>>>
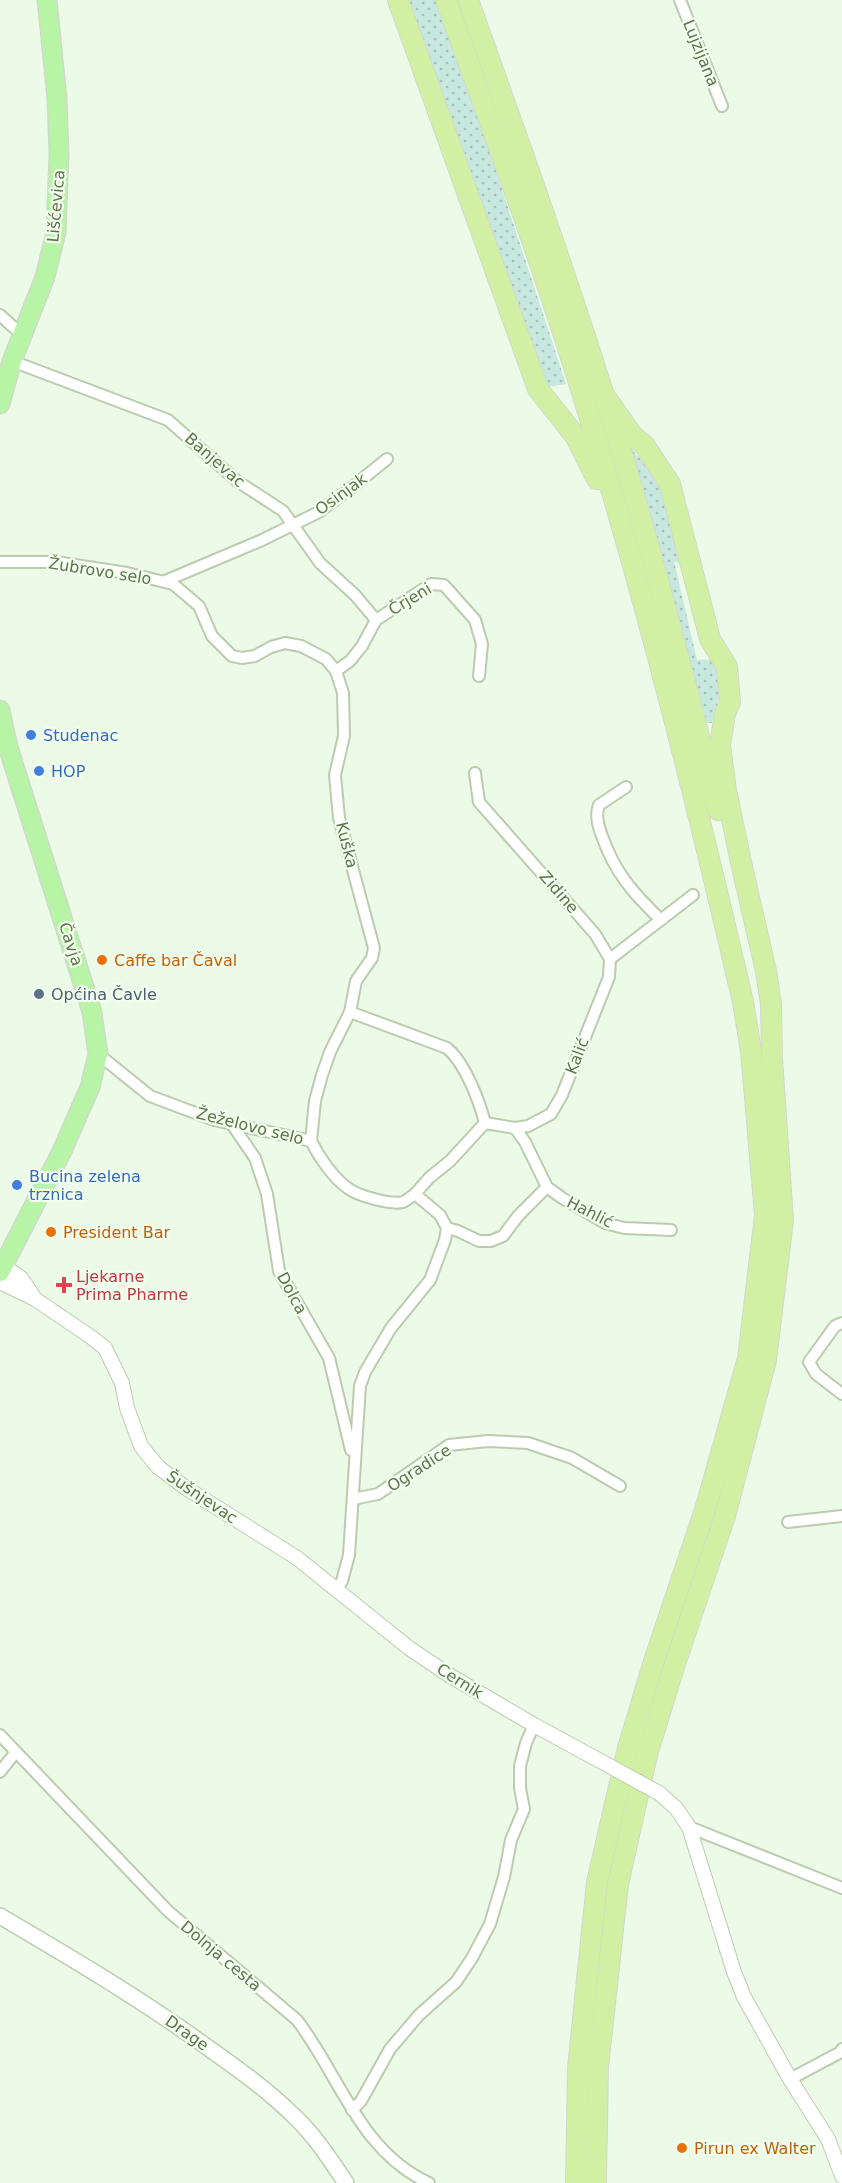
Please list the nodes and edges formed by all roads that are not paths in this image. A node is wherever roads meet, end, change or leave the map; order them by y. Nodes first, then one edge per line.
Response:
1 (47, 0) edge
2 (398, 0) edge
3 (446, 0) edge
4 (468, 0) edge
5 (680, 0) edge
6 (722, 106) dead end
7 (0, 315) edge
8 (22, 335) junction
9 (12, 361) junction
10 (600, 388) junction
11 (0, 404) edge
12 (387, 459) dead end
13 (292, 524) junction
14 (0, 562) edge
15 (164, 582) junction
16 (376, 620) junction
17 (336, 671) junction
18 (479, 676) dead end
19 (0, 710) edge
20 (475, 773) dead end
21 (626, 787) dead end
22 (701, 826) junction
23 (693, 895) dead end
24 (661, 920) junction
25 (610, 959) junction
26 (350, 1012) junction
27 (98, 1054) junction
28 (772, 1059) junction
29 (231, 1123) junction
30 (485, 1123) junction
31 (515, 1128) junction
32 (311, 1141) junction
33 (547, 1187) junction
34 (415, 1194) junction
35 (447, 1228) junction
36 (671, 1230) dead end
37 (1, 1273) edge
38 (842, 1323) edge
39 (842, 1394) edge
40 (355, 1464) junction
41 (620, 1486) dead end
42 (353, 1499) junction
43 (842, 1516) edge
44 (788, 1522) dead end
45 (337, 1589) junction
46 (534, 1725) junction
47 (0, 1735) edge
48 (15, 1753) junction
49 (0, 1772) edge
50 (689, 1827) junction
51 (842, 1888) edge
52 (0, 1916) edge
53 (842, 2051) edge
54 (790, 2079) junction
55 (352, 2110) junction
56 (842, 2176) edge
57 (346, 2183) edge
58 (429, 2183) edge
59 (576, 2183) edge
60 (596, 2183) edge

1 - 8 main road, Lišćevica
2 - 22 highway
3 - 22 highway
4 - 10 highway
5 - 6 street, Lujzijana
7 - 8 street
8 - 9 main road, Lišćevica
9 - 11 main road, Lišćevica
9 - 13 street, Banjevac
10 - 28 highway
10 - 28 highway
12 - 13 street, Osinjak
13 - 15 street, Žubrovo selo
13 - 16 street, Banjevac
14 - 15 street, Žubrovo selo
15 - 17 street, Žubrovo selo
16 - 17 street, Črjeni
16 - 18 street, Črjeni
17 - 26 street, Kuška
19 - 27 main road, Čavja
20 - 25 street, Zidine
21 - 24 street
22 - 59 highway
23 - 24 street
24 - 25 street
25 - 31 street, Kalić
26 - 30 street
26 - 32 street, Kuška
27 - 29 street, Žeželovo selo
27 - 37 main road, Čavja
28 - 60 highway
29 - 32 street, Žeželovo selo
29 - 40 street, Dolca
30 - 31 street, Kalić
30 - 34 street
31 - 33 street
32 - 34 street, Žeželovo selo
33 - 35 street
33 - 36 street, Hahlić
34 - 35 street
35 - 40 street
37 - 45 street, Šušnjevac
38 - 39 street
40 - 42 street
41 - 42 street, Ogradice
42 - 45 street
43 - 44 street
45 - 46 street, Cernik
46 - 50 street, Cernik, bridge
46 - 55 street
47 - 48 street, Dolnja cesta
48 - 49 street
48 - 55 street, Dolnja cesta
50 - 51 street
50 - 54 street
52 - 57 main road, Drage
53 - 54 street
54 - 56 street
55 - 58 street, Dolnja cesta

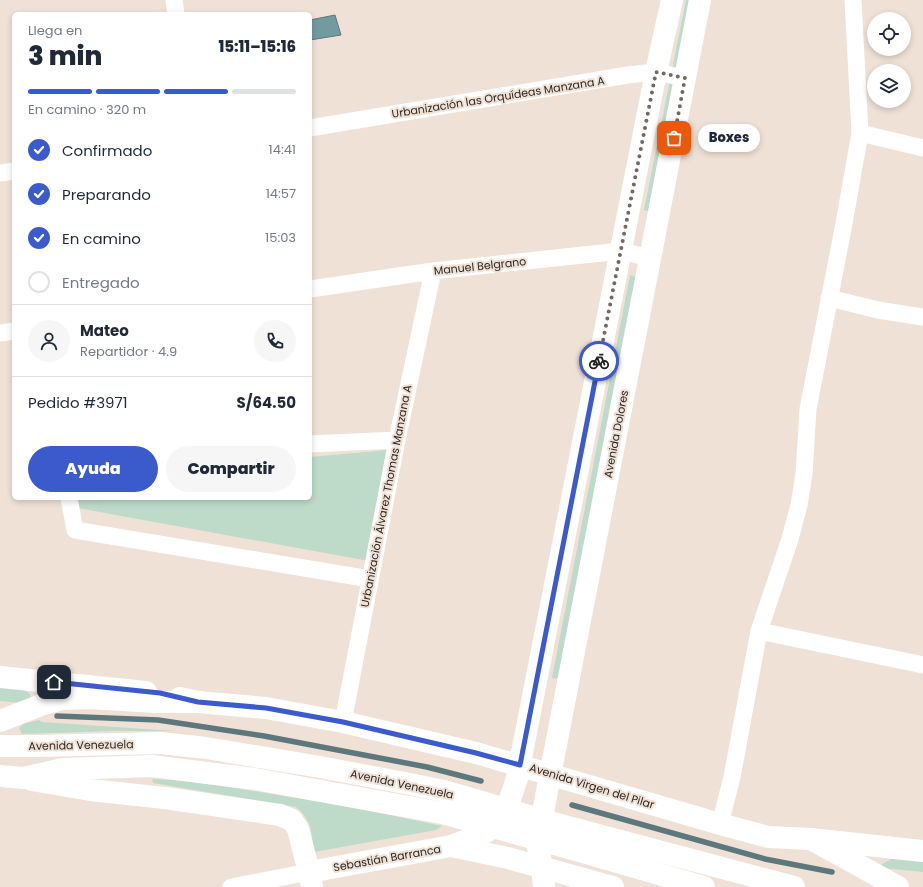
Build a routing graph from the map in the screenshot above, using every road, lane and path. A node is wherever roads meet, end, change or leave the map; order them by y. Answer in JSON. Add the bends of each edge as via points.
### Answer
{"nodes":[{"id":1,"x":174,"y":0,"type":"edge"},
{"id":2,"x":672,"y":0,"type":"edge"},
{"id":3,"x":700,"y":0,"type":"edge"},
{"id":4,"x":853,"y":0,"type":"edge"},
{"id":5,"x":176,"y":12,"type":"edge"},
{"id":6,"x":656,"y":72,"type":"junction"},
{"id":7,"x":685,"y":78,"type":"junction"},
{"id":8,"x":312,"y":128,"type":"edge"},
{"id":9,"x":860,"y":133,"type":"junction"},
{"id":10,"x":923,"y":148,"type":"edge"},
{"id":11,"x":12,"y":171,"type":"edge"},
{"id":12,"x":0,"y":173,"type":"edge"},
{"id":13,"x":621,"y":251,"type":"junction"},
{"id":14,"x":650,"y":258,"type":"junction"},
{"id":15,"x":433,"y":271,"type":"junction"},
{"id":16,"x":312,"y":288,"type":"edge"},
{"id":17,"x":829,"y":298,"type":"junction"},
{"id":18,"x":923,"y":317,"type":"edge"},
{"id":19,"x":12,"y":331,"type":"edge"},
{"id":20,"x":0,"y":333,"type":"edge"},
{"id":21,"x":397,"y":440,"type":"junction"},
{"id":22,"x":312,"y":444,"type":"edge"},
{"id":23,"x":69,"y":500,"type":"edge"},
{"id":24,"x":370,"y":578,"type":"junction"},
{"id":25,"x":759,"y":631,"type":"junction"},
{"id":26,"x":923,"y":665,"type":"edge"},
{"id":27,"x":0,"y":677,"type":"edge"},
{"id":28,"x":198,"y":702,"type":"junction"},
{"id":29,"x":0,"y":721,"type":"edge"},
{"id":30,"x":343,"y":722,"type":"junction"},
{"id":31,"x":0,"y":746,"type":"edge"},
{"id":32,"x":518,"y":772,"type":"junction"},
{"id":33,"x":0,"y":776,"type":"edge"},
{"id":34,"x":23,"y":778,"type":"junction"},
{"id":35,"x":549,"y":780,"type":"junction"},
{"id":36,"x":720,"y":824,"type":"junction"},
{"id":37,"x":811,"y":839,"type":"junction"},
{"id":38,"x":452,"y":846,"type":"junction"},
{"id":39,"x":923,"y":851,"type":"edge"},
{"id":40,"x":543,"y":877,"type":"edge"},
{"id":41,"x":310,"y":879,"type":"edge"},
{"id":42,"x":231,"y":887,"type":"edge"},
{"id":43,"x":613,"y":887,"type":"edge"},
{"id":44,"x":704,"y":887,"type":"edge"},
{"id":45,"x":794,"y":887,"type":"edge"},
{"id":46,"x":898,"y":887,"type":"edge"}],
"edges":[{"from":1,"to":5,"type":"street"},
{"from":2,"to":6,"type":"main road"},
{"from":3,"to":7,"type":"main road","name":"Avenida Dolores"},
{"from":4,"to":9,"type":"street"},
{"from":6,"to":7,"type":"street","name":"Urbanización las Orquídeas Manzana A"},
{"from":6,"to":8,"type":"street","name":"Urbanización las Orquídeas Manzana A"},
{"from":6,"to":13,"type":"main road"},
{"from":7,"to":14,"type":"main road","name":"Avenida Dolores"},
{"from":9,"to":10,"type":"street"},
{"from":9,"to":17,"type":"street"},
{"from":11,"to":12,"type":"street"},
{"from":13,"to":14,"type":"street","name":"Manuel Belgrano"},
{"from":13,"to":15,"type":"street","name":"Manuel Belgrano"},
{"from":13,"to":32,"type":"main road"},
{"from":14,"to":35,"type":"main road","name":"Avenida Dolores"},
{"from":15,"to":16,"type":"street","name":"Manuel Belgrano"},
{"from":15,"to":21,"type":"street","name":"Urbanización Álvarez Thomas Manzana A"},
{"from":17,"to":18,"type":"street","via":[[878,310]]},
{"from":17,"to":25,"type":"street","via":[[808,409],[804,474],[799,505]]},
{"from":19,"to":20,"type":"street"},
{"from":21,"to":22,"type":"street"},
{"from":21,"to":24,"type":"street","name":"Urbanización Álvarez Thomas Manzana A"},
{"from":23,"to":24,"type":"street","via":[[75,530]]},
{"from":24,"to":30,"type":"street","name":"Urbanización Álvarez Thomas Manzana A"},
{"from":25,"to":26,"type":"street"},
{"from":25,"to":36,"type":"street","via":[[732,776]]},
{"from":27,"to":28,"type":"main road","name":"Avenida Virgen del Pilar","via":[[160,693]]},
{"from":28,"to":29,"type":"main road","via":[[62,699]]},
{"from":28,"to":30,"type":"main road","name":"Avenida Virgen del Pilar","via":[[266,708]]},
{"from":30,"to":32,"type":"main road","name":"Avenida Virgen del Pilar","via":[[476,753]]},
{"from":31,"to":45,"type":"main road","name":"Avenida Venezuela","via":[[160,744],[206,748],[320,767],[444,792]]},
{"from":32,"to":35,"type":"main road","name":"Avenida Virgen del Pilar"},
{"from":32,"to":38,"type":"main road","via":[[509,803],[488,831]]},
{"from":33,"to":34,"type":"main road","name":"Avenida Venezuela"},
{"from":34,"to":41,"type":"main road","via":[[90,790],[280,815],[292,820],[298,829]]},
{"from":34,"to":44,"type":"main road","name":"Avenida Venezuela","via":[[63,769],[152,766],[255,779],[442,814]]},
{"from":35,"to":36,"type":"main road","name":"Avenida Virgen del Pilar"},
{"from":35,"to":40,"type":"main road","name":"Avenida Dolores","via":[[537,843]]},
{"from":36,"to":37,"type":"main road","name":"Avenida Virgen del Pilar","via":[[768,837]]},
{"from":37,"to":39,"type":"main road","name":"Avenida Virgen del Pilar"},
{"from":37,"to":46,"type":"main road"},
{"from":38,"to":40,"type":"main road","name":"Sebastián Barranca","via":[[508,858]]},
{"from":38,"to":41,"type":"main road","name":"Sebastián Barranca"},
{"from":40,"to":43,"type":"main road"},
{"from":41,"to":42,"type":"street","name":"Sebastián Barranca"}]}
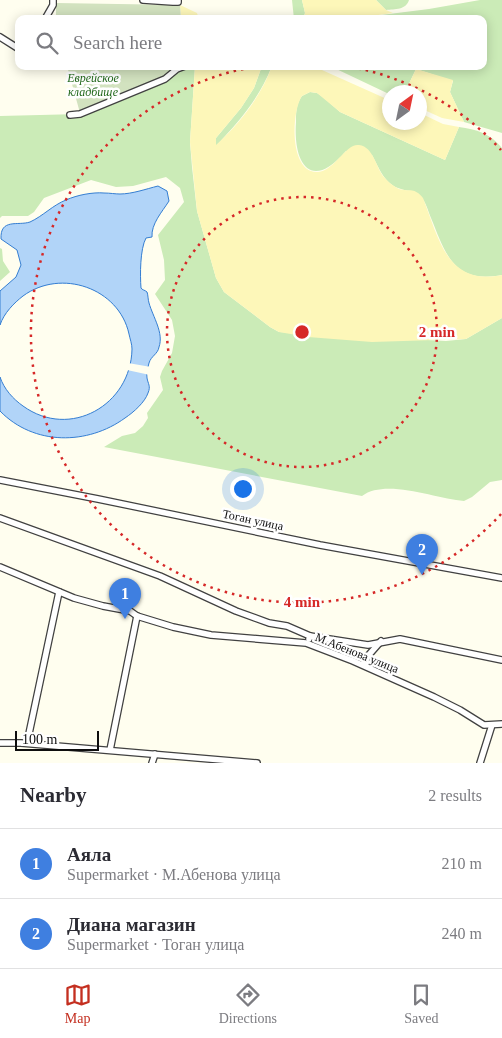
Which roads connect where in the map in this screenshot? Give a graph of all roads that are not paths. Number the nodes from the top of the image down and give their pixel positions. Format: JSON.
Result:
{"nodes":[{"id":1,"x":53,"y":0,"type":"edge"},
{"id":2,"x":143,"y":0,"type":"edge"},
{"id":3,"x":178,"y":0,"type":"edge"},
{"id":4,"x":47,"y":15,"type":"edge"},
{"id":5,"x":0,"y":36,"type":"edge"},
{"id":6,"x":15,"y":46,"type":"edge"},
{"id":7,"x":176,"y":70,"type":"edge"},
{"id":8,"x":70,"y":115,"type":"dead end"},
{"id":9,"x":0,"y":480,"type":"edge"},
{"id":10,"x":0,"y":518,"type":"edge"},
{"id":11,"x":0,"y":567,"type":"edge"},
{"id":12,"x":502,"y":578,"type":"edge"},
{"id":13,"x":59,"y":592,"type":"junction"},
{"id":14,"x":137,"y":616,"type":"junction"},
{"id":15,"x":310,"y":636,"type":"junction"},
{"id":16,"x":380,"y":641,"type":"junction"},
{"id":17,"x":306,"y":643,"type":"junction"},
{"id":18,"x":502,"y":660,"type":"edge"},
{"id":19,"x":364,"y":666,"type":"junction"},
{"id":20,"x":502,"y":724,"type":"edge"},
{"id":21,"x":492,"y":725,"type":"junction"},
{"id":22,"x":0,"y":743,"type":"edge"},
{"id":23,"x":27,"y":743,"type":"junction"},
{"id":24,"x":110,"y":750,"type":"junction"},
{"id":25,"x":155,"y":754,"type":"junction"},
{"id":26,"x":152,"y":763,"type":"edge"},
{"id":27,"x":257,"y":763,"type":"edge"},
{"id":28,"x":480,"y":763,"type":"edge"}],
"edges":[{"from":1,"to":4,"type":"street"},
{"from":2,"to":3,"type":"street"},
{"from":5,"to":6,"type":"street"},
{"from":7,"to":8,"type":"street"},
{"from":9,"to":12,"type":"street","name":"Тоган улица"},
{"from":10,"to":15,"type":"street"},
{"from":11,"to":13,"type":"street","name":"М.Абенова улица"},
{"from":13,"to":14,"type":"street","name":"М.Абенова улица"},
{"from":13,"to":23,"type":"street"},
{"from":14,"to":17,"type":"street","name":"М.Абенова улица"},
{"from":14,"to":24,"type":"street"},
{"from":15,"to":16,"type":"street"},
{"from":15,"to":17,"type":"street"},
{"from":16,"to":18,"type":"street"},
{"from":16,"to":19,"type":"street"},
{"from":17,"to":19,"type":"street","name":"М.Абенова улица"},
{"from":19,"to":21,"type":"street","name":"М.Абенова улица"},
{"from":20,"to":21,"type":"street","name":"М.Абенова улица"},
{"from":21,"to":28,"type":"street"},
{"from":22,"to":23,"type":"street"},
{"from":23,"to":24,"type":"street"},
{"from":24,"to":25,"type":"street"},
{"from":25,"to":26,"type":"street"},
{"from":25,"to":27,"type":"street"}]}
<<<
WHAT THIS TASK INVOLVES
Each line containing "JSON" belongs in the answer; pick these out of the material and copy them.

ANSWER TO THIS TASK
Build a routing graph from the map in the screenshot above, using every road, lane and path. A node is wherever roads meet, end, change or leave the map; order them by y. Answer in JSON. Add the bends of each edge as via points.
Which roads connect where in the map in this screenshot? Give a graph of all roads that are not paths. Number the nodes from the top of the image down and give their pixel positions. Format: JSON.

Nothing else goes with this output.